By adding open ended wiring holes, the wires can escape out the sides.  This will allow you to completely side off thing like the gantry without removing any connectors.

Wider Extruder Platform.

Deep extruders like some of the Wade’s family of extruders previously had to overhang the front a bit.  This adds more depth and an extra hole pattern to give you more options.

Loop Belts

With loop belts you will not have to measure and cut from open ended stock.  They will be a lot easier to install and will have twice the grab in the belt clamps.

Build Platform Changes.

  • Added holes for the ORD Bot heated build platform.
  • Increased spacing between the wheels.  This improves rigidity, reduces the sensitivity and cleans up the busy center area where the clamp and switches. fit.

Electronics Plate Changes

The Electronics plate will now have hole patterns for the RAMPS, ORDuino and Azteez controllers.

The Quantum ORD Bot Gets a Big Brother

There has been a lot of interest in an ORD Bot with a bigger build area. This is the Quantum’s larger brother. This uses the MK1/MK2 heated built platform which is about 214mm x 214mm. You can go larger, but you are on your own.

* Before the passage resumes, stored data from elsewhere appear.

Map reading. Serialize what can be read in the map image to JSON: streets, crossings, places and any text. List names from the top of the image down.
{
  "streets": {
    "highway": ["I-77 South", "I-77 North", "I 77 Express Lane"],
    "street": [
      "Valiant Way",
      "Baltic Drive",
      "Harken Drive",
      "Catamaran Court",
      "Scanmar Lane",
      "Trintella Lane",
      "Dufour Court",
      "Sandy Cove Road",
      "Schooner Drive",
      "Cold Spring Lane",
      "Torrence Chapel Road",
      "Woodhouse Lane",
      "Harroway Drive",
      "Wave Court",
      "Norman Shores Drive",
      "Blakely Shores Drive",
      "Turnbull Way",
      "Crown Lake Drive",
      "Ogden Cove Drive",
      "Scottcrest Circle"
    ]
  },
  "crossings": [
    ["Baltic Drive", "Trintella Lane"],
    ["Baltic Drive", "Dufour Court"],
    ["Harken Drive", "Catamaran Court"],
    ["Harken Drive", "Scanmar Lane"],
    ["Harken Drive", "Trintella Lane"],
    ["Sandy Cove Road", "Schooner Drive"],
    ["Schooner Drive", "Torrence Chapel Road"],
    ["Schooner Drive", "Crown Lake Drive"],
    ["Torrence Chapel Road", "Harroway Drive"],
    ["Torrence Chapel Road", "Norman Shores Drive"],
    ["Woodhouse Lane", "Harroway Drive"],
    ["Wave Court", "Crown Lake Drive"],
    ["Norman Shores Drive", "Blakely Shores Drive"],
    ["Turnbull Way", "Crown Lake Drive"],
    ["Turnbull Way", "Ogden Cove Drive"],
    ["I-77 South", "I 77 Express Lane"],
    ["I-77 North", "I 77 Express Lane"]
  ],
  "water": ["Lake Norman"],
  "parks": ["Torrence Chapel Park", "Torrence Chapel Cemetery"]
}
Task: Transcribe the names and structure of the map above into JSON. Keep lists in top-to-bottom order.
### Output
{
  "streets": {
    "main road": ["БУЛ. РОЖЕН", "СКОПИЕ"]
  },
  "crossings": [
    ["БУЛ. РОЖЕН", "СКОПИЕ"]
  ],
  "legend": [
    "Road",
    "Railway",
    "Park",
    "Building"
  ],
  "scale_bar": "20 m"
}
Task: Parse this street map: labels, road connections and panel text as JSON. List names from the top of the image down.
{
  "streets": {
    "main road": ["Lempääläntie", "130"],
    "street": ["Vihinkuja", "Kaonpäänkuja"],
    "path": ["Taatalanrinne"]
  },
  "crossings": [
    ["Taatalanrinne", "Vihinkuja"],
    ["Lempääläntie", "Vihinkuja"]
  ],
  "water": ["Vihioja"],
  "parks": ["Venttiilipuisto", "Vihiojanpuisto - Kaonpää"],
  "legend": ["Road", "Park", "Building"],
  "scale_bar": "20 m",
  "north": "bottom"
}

The name is not yet determined. I wanted something similar to Quantum that conveyed a larger volume. A search of units of volume reminded of one of my favorite units “The Firkin”. Not only does Firkin sound cool, it is part of the FFF (Furlong/Firkin/Fortnight) unit system and it is a measure of beer. The other suggestions was Hadron, which is very similar to Quantum but larger and means thick or stout in greek. Firkin is cool, but Hadron is more family friendly.

They share all parts except the MakerSlide length, the handle and the build platform.